The Reproducibility Crisis Is Real

by Odd Erik Gundersen

The reproducibility crisis is real, and it is not only psychology that has to deal with it. All sciences are affected. The field of AI is not an exception.

In order to recover, one has to accept one that there is a problem. This is the first step. Say after me: “The reproducibility crisis is real, also for AI.” You might not be convinced yet, so let me try to convince you.

In 2016, a poll was conducted on Nature’s web site and the results were reported in the journal Nature (Baker, 2016). The poll was conducted as a brief online questionnaire in which 1576 researchers participated. 52% of the respondents answered that there is a significant reproducibility crisis going on while 38% thought there was a slight crisis, which makes me wonder about the term crisis. Could there be such a thing as a slight crisis? Nevertheless, only 3% believes that there is no crisis and 7% do not know. This means that 90% of those taking the poll believe that there is an ongoing reproducibility crisis.

Other questions were asked as well. Almost 90% of the scientists doing chemistry had failed to reproduce other researchers’ experiments while the numbers were just above 60% for respondents belonging to the group other sciences than those mentioned specifically in the article. For all groups, between 40% and 60% had failed to reproduce their own experiments (!). The respondents rated selective reporting as the factor that contributed the most to irreproducible research while other important factors included pressure to publish, low statistical power and poor analysis.

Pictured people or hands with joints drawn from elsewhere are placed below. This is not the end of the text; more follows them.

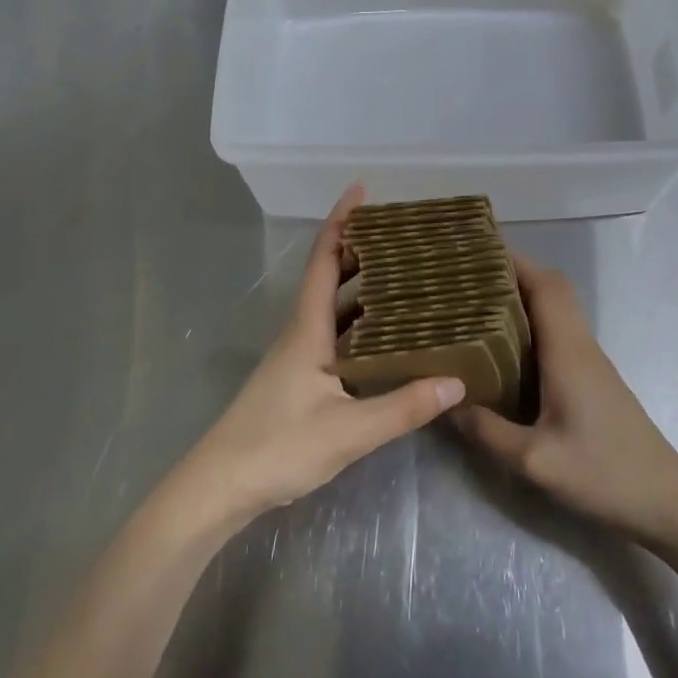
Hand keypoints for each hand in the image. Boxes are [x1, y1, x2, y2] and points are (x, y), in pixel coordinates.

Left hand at [170, 186, 464, 530]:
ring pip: (331, 306)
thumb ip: (403, 407)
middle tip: (401, 235)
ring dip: (360, 285)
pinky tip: (383, 336)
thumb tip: (457, 380)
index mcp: (307, 328)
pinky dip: (358, 321)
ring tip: (403, 275)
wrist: (220, 487)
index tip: (361, 190)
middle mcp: (301, 332)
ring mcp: (297, 356)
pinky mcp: (299, 378)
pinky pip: (333, 333)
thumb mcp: (349, 431)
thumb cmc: (278, 447)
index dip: (341, 221)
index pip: (324, 260)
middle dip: (359, 248)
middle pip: (329, 276)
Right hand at [454, 255, 677, 546]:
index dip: (513, 261)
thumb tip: (446, 404)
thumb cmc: (604, 475)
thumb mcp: (535, 461)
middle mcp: (580, 346)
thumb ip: (487, 431)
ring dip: (522, 298)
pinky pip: (558, 334)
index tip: (476, 252)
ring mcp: (590, 362)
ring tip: (476, 304)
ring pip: (556, 310)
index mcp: (568, 352)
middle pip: (551, 289)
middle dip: (512, 274)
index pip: (545, 285)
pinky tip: (504, 348)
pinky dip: (532, 324)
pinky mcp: (592, 379)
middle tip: (467, 278)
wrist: (666, 502)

Of course, there are problems related to online polls. Nonresponse bias is one such problem. Not all researchers visit Nature’s website, and for those that do there is a response bias. People feeling strongly about something is more likely to take the poll. The article says nothing about how they were sure that only researchers responded to the poll, so there is a coverage bias as well. At least the sampling size is fair, so sampling bias should not be too problematic.

So, how about AI then? As part of the International conference on learning representations (ICLR) in 2018, the Reproducibility Challenge was organized. The challenge was to reproduce papers submitted through their open review process – while it was ongoing. This allowed the participants of this challenge to easily communicate with authors of the papers they tried to reproduce. In the end, 98 different researchers participated in the challenge. They were asked more or less the same questions as were asked in the Nature poll.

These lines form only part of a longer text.